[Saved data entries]
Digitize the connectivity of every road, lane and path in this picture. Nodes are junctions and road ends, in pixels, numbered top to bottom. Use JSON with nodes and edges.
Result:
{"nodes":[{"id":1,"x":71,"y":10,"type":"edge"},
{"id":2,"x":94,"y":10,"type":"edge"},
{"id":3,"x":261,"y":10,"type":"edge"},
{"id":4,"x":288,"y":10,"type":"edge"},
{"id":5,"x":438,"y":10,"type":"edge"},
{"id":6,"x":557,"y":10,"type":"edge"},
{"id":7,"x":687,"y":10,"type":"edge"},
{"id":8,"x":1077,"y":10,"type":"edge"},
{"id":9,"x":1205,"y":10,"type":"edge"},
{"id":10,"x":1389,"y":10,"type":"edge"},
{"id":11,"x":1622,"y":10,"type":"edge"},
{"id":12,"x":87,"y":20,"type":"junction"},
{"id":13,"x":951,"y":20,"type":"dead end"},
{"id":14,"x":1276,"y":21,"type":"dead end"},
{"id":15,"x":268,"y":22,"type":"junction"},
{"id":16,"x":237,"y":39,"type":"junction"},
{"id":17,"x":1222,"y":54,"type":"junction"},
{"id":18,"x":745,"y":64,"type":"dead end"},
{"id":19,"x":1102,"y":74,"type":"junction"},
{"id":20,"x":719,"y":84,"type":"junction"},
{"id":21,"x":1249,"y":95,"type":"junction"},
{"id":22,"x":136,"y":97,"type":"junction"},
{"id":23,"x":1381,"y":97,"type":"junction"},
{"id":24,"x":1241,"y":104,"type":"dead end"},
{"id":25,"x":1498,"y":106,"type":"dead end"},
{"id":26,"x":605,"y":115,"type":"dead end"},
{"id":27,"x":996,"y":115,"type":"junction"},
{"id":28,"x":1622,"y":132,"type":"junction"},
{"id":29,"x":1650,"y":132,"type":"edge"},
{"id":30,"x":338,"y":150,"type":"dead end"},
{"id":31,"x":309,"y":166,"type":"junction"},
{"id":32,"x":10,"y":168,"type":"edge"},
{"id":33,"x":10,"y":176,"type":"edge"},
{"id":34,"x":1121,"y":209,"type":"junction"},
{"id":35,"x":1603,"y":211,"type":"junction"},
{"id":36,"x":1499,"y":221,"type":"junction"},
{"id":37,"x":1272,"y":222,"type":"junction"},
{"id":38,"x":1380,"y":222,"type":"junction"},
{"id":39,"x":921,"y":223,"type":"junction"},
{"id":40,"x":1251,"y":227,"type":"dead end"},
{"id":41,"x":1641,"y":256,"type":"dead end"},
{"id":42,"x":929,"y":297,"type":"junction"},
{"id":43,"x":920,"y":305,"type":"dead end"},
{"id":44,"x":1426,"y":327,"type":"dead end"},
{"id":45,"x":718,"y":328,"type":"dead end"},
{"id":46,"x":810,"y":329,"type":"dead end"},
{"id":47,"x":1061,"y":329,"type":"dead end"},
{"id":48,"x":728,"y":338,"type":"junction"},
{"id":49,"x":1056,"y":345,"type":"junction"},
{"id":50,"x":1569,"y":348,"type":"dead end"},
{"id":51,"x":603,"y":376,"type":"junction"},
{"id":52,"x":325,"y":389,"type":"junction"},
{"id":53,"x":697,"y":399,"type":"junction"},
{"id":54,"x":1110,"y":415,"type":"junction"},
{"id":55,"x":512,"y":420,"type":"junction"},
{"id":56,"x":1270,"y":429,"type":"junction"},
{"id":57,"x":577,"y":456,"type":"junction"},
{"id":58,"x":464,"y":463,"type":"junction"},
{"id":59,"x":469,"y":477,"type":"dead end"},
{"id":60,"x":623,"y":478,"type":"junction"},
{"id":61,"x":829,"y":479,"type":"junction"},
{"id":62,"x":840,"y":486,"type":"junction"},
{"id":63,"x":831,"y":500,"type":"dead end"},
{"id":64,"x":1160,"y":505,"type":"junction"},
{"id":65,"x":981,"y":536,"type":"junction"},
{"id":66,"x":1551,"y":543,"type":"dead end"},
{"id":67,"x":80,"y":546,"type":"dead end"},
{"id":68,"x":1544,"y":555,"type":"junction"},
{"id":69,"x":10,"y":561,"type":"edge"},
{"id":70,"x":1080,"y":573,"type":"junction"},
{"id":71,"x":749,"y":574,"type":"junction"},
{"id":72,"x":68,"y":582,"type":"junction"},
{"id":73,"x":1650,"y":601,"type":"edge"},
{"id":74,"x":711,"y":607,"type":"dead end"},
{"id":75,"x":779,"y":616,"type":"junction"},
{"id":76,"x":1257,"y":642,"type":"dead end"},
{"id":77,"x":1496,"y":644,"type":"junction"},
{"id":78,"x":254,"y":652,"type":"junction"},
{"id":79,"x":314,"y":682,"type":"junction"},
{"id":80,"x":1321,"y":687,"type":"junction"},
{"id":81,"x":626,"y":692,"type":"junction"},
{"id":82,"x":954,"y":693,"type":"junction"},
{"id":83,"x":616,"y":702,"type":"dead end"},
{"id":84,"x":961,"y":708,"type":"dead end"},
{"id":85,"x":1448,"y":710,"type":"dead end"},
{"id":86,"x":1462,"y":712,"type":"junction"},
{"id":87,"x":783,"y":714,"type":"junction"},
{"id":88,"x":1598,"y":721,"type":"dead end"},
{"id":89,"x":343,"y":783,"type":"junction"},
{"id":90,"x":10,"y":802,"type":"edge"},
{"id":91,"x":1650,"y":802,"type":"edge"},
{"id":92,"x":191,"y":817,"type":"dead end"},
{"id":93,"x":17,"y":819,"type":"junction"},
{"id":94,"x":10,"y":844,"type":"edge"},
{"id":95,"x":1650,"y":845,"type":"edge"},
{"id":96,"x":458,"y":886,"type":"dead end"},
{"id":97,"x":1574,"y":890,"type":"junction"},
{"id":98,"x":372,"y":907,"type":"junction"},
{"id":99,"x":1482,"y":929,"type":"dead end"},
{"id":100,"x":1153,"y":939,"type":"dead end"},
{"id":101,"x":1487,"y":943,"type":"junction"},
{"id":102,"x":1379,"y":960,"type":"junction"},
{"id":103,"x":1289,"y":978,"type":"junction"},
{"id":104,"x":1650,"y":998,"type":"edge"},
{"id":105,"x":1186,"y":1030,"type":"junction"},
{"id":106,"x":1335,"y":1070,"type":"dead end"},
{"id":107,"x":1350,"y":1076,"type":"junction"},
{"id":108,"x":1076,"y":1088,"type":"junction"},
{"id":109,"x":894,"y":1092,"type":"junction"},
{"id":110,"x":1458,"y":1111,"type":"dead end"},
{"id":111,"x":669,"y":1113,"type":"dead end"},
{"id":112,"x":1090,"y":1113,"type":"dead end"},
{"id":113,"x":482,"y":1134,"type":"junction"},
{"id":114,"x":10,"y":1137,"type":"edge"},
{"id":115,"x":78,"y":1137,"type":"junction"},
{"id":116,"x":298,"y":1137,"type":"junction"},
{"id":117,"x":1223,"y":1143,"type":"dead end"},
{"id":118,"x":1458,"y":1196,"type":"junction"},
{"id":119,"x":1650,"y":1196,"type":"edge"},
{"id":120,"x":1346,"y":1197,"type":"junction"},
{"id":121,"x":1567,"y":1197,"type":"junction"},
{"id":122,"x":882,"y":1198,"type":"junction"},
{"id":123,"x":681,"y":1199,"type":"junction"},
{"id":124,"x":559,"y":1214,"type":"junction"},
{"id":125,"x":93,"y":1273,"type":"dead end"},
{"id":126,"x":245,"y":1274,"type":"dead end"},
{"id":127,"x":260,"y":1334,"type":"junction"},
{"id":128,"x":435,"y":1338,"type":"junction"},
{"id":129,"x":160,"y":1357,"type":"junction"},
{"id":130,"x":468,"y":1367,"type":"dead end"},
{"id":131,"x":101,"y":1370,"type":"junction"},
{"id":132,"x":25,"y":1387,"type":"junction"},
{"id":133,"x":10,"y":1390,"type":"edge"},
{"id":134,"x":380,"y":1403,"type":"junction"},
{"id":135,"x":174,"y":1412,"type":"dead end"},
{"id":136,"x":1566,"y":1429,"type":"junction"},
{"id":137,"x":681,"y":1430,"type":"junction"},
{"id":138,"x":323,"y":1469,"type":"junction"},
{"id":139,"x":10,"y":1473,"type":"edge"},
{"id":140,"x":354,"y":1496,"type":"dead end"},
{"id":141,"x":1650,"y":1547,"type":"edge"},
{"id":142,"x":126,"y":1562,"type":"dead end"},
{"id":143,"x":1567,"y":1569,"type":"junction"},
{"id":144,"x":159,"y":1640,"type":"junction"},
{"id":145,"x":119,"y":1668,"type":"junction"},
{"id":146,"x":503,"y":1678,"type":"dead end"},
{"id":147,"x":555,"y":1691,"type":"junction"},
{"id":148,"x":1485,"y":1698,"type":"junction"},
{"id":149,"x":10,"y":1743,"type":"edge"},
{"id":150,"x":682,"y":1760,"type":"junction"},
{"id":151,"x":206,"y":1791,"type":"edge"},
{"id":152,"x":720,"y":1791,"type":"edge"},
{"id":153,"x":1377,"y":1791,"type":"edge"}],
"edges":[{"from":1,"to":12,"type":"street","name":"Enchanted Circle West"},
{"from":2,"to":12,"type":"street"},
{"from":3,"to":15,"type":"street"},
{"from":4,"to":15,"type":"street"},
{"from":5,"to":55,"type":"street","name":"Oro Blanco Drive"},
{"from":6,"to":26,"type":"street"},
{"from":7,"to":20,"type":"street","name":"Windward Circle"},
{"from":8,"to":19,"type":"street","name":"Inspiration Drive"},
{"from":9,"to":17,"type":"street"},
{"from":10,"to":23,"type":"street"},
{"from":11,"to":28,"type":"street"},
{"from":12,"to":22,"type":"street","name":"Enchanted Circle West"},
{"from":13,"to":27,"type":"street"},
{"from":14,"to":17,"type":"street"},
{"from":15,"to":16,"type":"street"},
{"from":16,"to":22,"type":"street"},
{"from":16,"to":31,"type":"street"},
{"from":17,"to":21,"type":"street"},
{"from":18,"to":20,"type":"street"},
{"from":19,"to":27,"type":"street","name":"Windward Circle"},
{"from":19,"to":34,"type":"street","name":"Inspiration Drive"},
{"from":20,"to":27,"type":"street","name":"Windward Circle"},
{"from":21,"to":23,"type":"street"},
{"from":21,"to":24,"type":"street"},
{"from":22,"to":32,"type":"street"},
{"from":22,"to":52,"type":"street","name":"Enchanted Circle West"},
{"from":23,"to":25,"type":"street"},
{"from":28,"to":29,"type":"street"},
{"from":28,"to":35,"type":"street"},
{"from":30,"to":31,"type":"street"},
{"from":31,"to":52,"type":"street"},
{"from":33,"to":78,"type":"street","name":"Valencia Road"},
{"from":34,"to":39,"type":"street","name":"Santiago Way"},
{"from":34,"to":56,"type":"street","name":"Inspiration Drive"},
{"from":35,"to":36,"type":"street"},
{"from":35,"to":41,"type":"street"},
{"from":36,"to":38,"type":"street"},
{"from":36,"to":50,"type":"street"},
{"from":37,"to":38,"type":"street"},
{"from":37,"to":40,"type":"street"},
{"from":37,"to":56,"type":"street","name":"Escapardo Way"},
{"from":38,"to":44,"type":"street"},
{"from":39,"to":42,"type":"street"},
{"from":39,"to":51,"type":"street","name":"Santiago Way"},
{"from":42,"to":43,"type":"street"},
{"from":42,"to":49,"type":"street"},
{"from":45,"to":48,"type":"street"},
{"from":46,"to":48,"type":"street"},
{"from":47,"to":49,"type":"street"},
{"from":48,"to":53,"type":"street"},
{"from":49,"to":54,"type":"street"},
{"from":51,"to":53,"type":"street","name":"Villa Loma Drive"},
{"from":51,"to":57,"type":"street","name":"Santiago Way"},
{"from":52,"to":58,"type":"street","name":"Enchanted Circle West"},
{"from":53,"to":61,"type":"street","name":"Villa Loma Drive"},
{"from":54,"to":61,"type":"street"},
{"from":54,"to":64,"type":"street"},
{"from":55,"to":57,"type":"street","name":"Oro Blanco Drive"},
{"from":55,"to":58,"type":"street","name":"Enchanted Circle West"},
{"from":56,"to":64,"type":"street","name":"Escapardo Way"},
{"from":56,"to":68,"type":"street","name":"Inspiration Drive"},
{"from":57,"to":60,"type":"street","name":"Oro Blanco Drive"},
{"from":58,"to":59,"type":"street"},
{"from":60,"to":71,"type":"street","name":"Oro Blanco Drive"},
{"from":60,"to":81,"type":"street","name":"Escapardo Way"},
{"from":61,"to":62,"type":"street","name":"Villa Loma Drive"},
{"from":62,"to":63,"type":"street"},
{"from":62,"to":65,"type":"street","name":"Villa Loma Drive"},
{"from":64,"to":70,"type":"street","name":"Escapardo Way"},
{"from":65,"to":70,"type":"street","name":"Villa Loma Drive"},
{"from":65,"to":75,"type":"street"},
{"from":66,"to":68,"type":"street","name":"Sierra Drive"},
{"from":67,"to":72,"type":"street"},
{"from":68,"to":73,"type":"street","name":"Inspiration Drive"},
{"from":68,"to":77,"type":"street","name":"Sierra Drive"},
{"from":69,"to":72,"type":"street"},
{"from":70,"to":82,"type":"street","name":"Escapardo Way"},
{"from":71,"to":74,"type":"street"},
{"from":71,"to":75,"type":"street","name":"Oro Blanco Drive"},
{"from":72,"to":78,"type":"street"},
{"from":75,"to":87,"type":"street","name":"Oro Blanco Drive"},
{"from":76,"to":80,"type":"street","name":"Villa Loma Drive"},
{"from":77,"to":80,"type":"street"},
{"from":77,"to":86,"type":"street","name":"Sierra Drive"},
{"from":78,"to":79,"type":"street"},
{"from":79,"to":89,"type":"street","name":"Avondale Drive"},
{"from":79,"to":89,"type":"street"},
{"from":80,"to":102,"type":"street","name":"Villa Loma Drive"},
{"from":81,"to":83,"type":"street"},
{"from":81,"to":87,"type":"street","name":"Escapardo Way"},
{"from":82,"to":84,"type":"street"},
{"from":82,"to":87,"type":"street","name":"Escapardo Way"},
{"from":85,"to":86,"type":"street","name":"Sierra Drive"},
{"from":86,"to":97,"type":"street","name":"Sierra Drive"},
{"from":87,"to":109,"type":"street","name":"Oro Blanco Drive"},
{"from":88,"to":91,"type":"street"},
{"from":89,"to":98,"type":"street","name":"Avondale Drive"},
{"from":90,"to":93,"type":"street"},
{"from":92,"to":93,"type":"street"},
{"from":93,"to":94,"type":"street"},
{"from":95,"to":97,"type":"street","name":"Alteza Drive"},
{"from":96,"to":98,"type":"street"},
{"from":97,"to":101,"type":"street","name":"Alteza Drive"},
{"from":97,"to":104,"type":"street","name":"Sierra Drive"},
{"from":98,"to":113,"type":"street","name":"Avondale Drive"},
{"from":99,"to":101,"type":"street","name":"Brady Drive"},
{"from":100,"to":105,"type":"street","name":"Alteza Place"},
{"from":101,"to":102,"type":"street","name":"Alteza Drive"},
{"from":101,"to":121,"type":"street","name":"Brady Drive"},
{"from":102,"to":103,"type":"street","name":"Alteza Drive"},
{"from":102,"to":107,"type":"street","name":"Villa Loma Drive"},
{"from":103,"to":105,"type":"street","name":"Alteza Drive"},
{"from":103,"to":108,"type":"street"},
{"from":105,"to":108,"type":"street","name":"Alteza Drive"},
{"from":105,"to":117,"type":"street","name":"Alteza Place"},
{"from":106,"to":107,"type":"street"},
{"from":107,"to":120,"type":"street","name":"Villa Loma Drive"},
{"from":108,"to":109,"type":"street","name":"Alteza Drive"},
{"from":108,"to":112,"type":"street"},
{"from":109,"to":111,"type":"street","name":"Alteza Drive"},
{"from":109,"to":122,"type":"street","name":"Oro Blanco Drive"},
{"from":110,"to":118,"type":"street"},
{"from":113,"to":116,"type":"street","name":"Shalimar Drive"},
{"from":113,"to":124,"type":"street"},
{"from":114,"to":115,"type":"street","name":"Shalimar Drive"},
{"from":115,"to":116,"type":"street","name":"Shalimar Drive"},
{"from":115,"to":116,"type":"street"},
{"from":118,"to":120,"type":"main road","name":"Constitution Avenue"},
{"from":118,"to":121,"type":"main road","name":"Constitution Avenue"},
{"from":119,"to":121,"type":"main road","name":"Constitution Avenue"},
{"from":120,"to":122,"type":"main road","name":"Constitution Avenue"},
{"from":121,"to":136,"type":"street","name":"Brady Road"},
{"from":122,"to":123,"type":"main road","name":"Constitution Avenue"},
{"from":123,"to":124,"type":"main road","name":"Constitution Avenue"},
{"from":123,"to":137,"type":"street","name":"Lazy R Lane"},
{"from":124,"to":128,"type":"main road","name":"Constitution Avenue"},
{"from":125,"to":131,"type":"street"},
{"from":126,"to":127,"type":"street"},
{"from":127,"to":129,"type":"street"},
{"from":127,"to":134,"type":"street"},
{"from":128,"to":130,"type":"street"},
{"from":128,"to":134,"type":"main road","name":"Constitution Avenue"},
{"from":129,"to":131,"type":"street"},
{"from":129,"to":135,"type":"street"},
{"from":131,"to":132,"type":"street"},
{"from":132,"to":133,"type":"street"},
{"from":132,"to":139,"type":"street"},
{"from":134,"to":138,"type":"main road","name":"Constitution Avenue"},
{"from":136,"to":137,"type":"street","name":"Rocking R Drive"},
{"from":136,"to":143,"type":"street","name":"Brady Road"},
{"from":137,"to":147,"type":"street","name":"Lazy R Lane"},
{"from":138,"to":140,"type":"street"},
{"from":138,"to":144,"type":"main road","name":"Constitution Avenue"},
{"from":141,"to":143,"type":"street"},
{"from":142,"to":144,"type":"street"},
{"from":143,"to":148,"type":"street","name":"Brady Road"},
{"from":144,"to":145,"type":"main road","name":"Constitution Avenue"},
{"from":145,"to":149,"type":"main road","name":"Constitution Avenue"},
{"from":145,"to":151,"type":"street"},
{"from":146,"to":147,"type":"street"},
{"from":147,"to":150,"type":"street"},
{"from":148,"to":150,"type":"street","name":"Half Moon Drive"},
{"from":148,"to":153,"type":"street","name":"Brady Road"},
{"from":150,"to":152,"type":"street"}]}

_Instructions to follow_. Copy each line above where "Shalimar" appears.

_Reply_.
{"from":113,"to":116,"type":"street","name":"Shalimar Drive"},
{"from":114,"to":115,"type":"street","name":"Shalimar Drive"},
{"from":115,"to":116,"type":"street","name":"Shalimar Drive"},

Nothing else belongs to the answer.